In many ways, it provides an insight into the psyche of the Raiders veteran. He’s surrounded by mates who are fiercely protective, but at the same time, they ensure that he remains grounded.
Not that he has shown any signs of getting carried away by his status as an NRL player.
In the many interviews I have had with him since he joined the club as a teenager in 2008, he seems not to have changed too much at all. He’s a fair bit wiser at 32 years of age, but he’s basically the same.
At the start of the season, I spoke to him about the prospect of the upcoming milestone and whether his body was ready for the rigours of NRL, given the shoulder and knee injuries he has suffered over the years.
After a gruelling pre-season, he said he was more than ready as pre-season training is often considered harder than actually playing (but he might have changed his mind after putting his body on the line against Moses Suli and Kotoni Staggs in successive weeks in April).

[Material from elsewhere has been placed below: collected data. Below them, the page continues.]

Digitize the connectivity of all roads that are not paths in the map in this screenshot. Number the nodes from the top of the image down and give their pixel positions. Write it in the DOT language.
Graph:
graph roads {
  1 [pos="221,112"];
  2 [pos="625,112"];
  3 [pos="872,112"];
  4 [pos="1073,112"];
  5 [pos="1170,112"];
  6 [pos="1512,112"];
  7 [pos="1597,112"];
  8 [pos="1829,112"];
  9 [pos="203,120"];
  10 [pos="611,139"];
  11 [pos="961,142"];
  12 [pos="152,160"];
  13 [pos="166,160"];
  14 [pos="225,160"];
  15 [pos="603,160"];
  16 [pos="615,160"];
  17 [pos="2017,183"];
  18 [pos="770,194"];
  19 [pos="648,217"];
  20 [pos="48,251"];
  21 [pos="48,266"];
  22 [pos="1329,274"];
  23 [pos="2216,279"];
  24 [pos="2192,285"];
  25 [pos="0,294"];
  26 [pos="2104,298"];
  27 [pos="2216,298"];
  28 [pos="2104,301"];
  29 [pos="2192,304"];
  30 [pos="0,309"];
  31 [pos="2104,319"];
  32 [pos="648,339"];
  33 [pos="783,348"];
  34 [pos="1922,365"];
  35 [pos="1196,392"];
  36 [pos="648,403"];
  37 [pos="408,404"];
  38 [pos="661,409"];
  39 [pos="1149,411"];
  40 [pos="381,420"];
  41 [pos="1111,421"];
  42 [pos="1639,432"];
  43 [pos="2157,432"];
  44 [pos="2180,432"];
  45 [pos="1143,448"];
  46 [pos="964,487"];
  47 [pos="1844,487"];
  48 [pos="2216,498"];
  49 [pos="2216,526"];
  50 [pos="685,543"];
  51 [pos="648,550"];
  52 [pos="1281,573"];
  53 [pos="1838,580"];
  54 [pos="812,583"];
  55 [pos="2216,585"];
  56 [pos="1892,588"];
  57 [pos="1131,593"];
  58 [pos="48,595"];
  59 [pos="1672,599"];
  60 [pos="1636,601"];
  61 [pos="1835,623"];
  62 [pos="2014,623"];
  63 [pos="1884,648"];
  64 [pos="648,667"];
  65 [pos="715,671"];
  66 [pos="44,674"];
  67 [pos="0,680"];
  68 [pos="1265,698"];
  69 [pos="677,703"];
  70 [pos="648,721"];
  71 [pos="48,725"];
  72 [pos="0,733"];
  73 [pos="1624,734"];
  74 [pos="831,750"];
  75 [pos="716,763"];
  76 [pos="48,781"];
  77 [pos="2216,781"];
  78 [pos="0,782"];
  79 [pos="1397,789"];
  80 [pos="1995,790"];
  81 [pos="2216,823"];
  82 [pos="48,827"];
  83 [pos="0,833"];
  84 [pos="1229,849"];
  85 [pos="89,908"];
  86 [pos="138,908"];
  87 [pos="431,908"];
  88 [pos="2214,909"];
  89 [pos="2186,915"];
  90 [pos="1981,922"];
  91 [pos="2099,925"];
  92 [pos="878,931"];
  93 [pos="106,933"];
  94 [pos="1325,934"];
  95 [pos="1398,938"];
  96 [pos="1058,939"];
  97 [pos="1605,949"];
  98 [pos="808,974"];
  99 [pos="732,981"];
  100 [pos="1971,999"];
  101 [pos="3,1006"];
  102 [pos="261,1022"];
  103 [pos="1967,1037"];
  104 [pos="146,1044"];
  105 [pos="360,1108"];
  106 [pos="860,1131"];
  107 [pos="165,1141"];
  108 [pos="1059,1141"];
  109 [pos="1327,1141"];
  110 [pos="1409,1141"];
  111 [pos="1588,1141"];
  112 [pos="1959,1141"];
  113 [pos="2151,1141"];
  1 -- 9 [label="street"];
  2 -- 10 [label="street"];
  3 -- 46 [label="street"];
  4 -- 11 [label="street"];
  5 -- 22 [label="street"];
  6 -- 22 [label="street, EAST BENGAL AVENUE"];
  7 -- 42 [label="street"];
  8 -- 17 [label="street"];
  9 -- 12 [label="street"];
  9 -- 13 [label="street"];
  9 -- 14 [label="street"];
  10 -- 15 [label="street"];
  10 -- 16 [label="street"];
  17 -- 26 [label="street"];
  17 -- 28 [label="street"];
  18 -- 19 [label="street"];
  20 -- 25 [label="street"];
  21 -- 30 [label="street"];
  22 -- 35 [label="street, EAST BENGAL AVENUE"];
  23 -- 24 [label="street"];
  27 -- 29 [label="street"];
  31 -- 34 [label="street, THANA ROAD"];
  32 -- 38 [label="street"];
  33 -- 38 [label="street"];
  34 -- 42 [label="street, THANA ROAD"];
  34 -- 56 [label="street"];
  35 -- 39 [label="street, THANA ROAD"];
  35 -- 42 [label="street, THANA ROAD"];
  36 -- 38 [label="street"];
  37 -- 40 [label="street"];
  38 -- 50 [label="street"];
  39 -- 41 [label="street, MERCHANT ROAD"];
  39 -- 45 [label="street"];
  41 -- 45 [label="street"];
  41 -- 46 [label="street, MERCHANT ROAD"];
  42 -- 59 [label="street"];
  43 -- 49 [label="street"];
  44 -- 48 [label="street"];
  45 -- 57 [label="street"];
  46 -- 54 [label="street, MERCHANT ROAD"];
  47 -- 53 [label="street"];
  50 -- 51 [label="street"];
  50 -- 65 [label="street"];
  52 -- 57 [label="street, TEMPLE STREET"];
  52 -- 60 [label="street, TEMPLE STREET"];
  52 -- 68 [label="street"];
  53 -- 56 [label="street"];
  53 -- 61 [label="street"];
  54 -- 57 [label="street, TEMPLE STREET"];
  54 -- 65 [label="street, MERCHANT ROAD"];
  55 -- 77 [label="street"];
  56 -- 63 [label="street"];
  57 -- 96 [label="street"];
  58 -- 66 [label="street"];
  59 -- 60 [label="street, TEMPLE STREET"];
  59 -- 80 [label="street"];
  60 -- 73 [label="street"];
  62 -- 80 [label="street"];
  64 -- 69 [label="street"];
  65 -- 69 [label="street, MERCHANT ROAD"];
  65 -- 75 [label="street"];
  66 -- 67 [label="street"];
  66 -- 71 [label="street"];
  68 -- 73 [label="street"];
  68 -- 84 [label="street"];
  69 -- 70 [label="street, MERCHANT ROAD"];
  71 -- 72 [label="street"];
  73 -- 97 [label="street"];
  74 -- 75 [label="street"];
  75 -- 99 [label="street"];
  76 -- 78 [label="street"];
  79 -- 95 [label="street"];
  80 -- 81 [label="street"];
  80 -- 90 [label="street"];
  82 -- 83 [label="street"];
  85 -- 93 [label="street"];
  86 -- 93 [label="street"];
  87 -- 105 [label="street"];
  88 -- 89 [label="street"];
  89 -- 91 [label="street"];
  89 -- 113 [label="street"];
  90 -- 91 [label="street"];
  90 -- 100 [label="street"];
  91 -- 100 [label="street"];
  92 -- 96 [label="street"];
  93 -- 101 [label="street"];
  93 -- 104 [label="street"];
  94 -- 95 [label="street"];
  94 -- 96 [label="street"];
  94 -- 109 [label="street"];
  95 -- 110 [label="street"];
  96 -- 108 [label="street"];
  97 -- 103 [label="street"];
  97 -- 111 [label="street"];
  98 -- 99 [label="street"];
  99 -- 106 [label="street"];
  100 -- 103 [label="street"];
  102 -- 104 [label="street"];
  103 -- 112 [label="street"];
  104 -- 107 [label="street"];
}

Since his recall for the game against the Broncos on 8 April, the Raiders have lost only one game and that was the aberration against Manly.
Since then, his steady boot and calmness under pressure have guided the Raiders into the top six on the ladder.
But there is more to why Jarrod Croker has become a favourite amongst the Raiders faithful.
After each game, he gives away his trademark Madison headgear. The Queensland-based company gives him a new one for each game.
It has become so identifiable with Croker that his mates have been talking about decking themselves out in the white headgear on Friday night.
In 2017 there was a problem, though, when teammate Luke Bateman asked to borrow Croker’s headgear.
Despite playing in different positions, they were similar in stature and hard to differentiate on the field.
I wasn’t the only commentator who awarded Croker two tries in the 32-18 win over South Sydney in round 21 in 2017.
In fact, Bateman scored the try, which was initially given to Croker by at least a couple of commentators.
Our confusion robbed Bateman of the commentary fanfare of a player scoring his very first try in the NRL.
Beyond football and family, Jarrod’s other passion is horses – gallopers and trotters.
In 2021 he landed a Kosciuszko start with a horse that he part-owned, Intuition, trained by Kurt Goldman.
And Jarrod and Sam Williams were named ambassadors for Canberra’s Thoroughbred Park for the 2021-2022 racing season.
But focusing back on Friday night presents a moment to savour as Croker becomes only the second Raider to play 300 NRL games.
The other player to reach this milestone is Jason Croker, but Jarrod will need to go around next year to break Jason’s record of 318 games.
For all followers of the Raiders, and anyone interested in the game, this Friday is a special moment. Only 50 NRL players have hit the 300 milestone, and less than 15 done it at the one club.
He won’t like the attention, but Jarrod Croker will join this significant group of players as he carves his spot in the club’s history and in the game of rugby league.
Croker’s 300th game will be at GIO Stadium this Friday night (9 June). Tickets from Ticketek.